Page 54 - CITP Review
P. 54
Data mapping and collection
The data identification and mapping would necessarily need to be based on a thorough understanding of
the enterprise data structure and data flows, preferably from established documentation.
Data flows can occur within a system, among systems, and even offline. All of these should be examined
in order to reflect the full data flow through the entity accurately.
Data selection
Depending on the needs of the end system (data warehouse, data mining, or BI system), the next step is
to select the needed records and variables from the sources identified in step one (mapping and
collection). Those records or variables not needed will be ignored and automatically filtered out of the
selection process.
Data cleaning
In the second phase, data is “scrubbed” or cleaned. This cleaning is necessary because data tends to
have missing values, outliers, and inconsistencies in operational databases.
Impute missing values
When values are missing, they are either intentionally ignored or an imputed value must be determined
upon integration. Imputed values are based on the most probable value. Sometimes missing values
reflect reality and thus should be null.
The formula or process used to impute values needs to be predetermined, logical, documented, and
repeatable. The system should also track the fact that a missing value was assigned an imputed value.

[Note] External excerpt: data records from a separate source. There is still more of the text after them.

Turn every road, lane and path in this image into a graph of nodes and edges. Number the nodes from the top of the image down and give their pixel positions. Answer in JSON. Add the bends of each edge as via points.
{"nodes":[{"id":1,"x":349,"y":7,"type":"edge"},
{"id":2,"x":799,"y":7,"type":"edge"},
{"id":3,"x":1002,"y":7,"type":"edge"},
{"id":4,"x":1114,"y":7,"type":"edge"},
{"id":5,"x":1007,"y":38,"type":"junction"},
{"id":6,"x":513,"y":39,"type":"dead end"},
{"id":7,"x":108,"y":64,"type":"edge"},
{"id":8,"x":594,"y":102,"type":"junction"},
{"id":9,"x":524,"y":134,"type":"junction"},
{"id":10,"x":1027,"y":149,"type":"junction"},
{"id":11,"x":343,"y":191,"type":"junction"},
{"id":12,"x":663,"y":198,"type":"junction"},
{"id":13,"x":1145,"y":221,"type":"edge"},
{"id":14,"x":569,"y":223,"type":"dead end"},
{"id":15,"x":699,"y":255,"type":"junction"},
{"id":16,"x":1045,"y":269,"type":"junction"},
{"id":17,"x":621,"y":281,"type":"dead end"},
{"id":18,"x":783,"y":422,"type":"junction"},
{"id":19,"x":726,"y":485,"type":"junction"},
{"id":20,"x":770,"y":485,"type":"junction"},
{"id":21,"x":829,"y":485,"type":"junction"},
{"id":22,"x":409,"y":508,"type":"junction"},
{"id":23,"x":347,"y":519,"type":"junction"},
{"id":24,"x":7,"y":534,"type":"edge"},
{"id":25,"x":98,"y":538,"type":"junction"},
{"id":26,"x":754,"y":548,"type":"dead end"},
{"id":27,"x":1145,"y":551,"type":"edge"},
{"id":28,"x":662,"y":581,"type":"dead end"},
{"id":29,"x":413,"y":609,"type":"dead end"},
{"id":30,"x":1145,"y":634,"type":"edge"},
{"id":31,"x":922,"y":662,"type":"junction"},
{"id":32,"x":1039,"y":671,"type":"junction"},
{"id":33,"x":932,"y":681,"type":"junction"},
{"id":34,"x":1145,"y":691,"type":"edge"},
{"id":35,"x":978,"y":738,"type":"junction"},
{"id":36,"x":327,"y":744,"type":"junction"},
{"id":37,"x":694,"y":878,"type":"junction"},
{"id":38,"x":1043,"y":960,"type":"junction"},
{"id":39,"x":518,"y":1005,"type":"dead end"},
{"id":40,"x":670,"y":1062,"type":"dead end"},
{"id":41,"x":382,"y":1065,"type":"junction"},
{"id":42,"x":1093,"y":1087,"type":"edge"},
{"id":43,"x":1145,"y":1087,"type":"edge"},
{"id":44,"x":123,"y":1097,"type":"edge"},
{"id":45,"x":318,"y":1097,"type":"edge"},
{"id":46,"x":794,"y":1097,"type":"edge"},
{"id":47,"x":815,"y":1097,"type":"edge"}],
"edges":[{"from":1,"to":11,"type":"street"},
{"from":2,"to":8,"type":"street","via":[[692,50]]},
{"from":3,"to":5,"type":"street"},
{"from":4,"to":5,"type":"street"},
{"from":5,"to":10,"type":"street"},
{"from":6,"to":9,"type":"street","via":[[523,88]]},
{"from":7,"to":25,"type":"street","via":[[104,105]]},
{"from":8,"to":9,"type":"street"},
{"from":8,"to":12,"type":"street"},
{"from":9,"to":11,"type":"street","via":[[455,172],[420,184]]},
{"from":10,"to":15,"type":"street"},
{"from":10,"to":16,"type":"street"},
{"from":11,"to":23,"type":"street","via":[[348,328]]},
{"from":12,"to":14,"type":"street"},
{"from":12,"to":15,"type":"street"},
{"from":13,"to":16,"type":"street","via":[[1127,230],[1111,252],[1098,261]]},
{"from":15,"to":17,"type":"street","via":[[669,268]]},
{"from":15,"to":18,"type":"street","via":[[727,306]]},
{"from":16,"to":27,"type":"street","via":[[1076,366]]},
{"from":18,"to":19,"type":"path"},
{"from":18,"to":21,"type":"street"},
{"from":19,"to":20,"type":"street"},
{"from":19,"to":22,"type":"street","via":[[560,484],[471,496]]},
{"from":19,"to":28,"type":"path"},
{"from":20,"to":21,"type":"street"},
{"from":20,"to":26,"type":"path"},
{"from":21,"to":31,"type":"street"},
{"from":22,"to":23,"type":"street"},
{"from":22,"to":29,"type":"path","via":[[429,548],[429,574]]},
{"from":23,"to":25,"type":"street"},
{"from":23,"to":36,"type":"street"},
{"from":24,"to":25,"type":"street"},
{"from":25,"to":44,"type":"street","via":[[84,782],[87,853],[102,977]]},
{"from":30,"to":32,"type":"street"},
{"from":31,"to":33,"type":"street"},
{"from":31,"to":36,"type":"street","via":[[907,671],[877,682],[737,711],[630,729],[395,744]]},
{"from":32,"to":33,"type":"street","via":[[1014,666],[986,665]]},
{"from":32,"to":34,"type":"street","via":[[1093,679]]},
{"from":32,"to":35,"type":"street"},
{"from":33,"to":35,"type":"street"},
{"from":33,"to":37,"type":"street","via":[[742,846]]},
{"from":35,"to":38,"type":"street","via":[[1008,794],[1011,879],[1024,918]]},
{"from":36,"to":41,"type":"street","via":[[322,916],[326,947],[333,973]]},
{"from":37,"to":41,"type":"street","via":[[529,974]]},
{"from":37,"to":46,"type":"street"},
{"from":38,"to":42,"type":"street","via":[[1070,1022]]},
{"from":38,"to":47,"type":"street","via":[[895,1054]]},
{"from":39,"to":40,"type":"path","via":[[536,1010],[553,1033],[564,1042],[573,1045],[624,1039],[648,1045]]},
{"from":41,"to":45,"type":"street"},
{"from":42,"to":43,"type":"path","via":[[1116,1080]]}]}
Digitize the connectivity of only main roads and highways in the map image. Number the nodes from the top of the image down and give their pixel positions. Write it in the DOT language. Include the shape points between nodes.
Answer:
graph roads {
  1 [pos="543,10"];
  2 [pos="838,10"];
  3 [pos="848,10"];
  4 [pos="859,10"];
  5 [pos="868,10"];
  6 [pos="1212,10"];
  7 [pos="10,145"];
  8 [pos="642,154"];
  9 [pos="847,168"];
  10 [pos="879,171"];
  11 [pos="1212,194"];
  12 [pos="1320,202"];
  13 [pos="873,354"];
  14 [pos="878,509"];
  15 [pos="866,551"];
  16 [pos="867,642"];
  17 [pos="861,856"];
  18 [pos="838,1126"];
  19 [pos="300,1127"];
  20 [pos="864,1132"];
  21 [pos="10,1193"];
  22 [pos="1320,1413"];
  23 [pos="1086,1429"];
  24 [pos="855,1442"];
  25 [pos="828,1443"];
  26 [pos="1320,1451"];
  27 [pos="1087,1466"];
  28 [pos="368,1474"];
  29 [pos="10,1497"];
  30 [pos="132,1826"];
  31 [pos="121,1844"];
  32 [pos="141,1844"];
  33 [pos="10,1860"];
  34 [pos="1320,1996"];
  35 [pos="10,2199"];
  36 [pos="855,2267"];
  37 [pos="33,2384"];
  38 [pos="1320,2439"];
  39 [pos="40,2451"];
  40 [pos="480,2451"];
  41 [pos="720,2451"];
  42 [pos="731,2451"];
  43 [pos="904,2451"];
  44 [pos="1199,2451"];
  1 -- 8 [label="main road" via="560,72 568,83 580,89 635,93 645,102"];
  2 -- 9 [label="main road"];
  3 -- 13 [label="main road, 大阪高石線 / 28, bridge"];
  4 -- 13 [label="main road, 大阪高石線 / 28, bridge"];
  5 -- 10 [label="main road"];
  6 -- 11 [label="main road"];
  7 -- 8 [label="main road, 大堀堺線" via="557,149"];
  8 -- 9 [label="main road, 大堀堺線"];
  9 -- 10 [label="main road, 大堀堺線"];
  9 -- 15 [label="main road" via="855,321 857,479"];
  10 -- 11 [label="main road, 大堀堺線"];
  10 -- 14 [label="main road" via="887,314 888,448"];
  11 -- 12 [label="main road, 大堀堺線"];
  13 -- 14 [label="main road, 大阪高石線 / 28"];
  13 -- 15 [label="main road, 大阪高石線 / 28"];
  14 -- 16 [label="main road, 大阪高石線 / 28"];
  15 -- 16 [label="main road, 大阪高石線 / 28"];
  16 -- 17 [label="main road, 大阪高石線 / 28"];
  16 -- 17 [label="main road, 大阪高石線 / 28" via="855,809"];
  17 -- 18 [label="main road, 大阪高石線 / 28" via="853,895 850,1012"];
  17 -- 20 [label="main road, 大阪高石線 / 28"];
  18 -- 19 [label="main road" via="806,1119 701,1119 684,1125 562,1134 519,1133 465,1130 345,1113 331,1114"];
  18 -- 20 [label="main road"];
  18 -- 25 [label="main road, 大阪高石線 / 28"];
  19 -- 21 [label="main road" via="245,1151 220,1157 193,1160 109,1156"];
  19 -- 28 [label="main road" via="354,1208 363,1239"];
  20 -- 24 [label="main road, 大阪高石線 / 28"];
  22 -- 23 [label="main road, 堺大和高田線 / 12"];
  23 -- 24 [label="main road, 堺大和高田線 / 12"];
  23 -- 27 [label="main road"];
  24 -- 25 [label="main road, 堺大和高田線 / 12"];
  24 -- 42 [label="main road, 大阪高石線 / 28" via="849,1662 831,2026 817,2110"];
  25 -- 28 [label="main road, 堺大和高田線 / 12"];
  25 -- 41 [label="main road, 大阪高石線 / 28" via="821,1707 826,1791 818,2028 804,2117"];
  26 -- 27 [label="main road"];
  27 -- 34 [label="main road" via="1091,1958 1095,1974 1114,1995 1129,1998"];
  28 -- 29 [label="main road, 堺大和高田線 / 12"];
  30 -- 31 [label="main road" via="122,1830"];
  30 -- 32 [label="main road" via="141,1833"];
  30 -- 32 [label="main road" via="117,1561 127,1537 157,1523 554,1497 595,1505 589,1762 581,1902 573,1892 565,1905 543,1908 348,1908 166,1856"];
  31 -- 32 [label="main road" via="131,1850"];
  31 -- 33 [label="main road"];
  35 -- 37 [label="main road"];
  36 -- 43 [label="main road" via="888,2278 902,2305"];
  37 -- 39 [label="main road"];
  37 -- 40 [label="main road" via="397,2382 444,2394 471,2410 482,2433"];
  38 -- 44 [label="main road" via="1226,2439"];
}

This transparency for assigning imputed values is critical to data integrity and to relying on information
being generated.
Reduce noise in data
Noisy data — outliers and errors — have to be corrected as well. Again, an analyst or BI expert would need
to determine the most acceptable values to replace, or smooth out, outliers and errors.
Eliminate inconsistencies
Using domain knowledge, or the assistance of an expert, inconsistencies have to be fixed.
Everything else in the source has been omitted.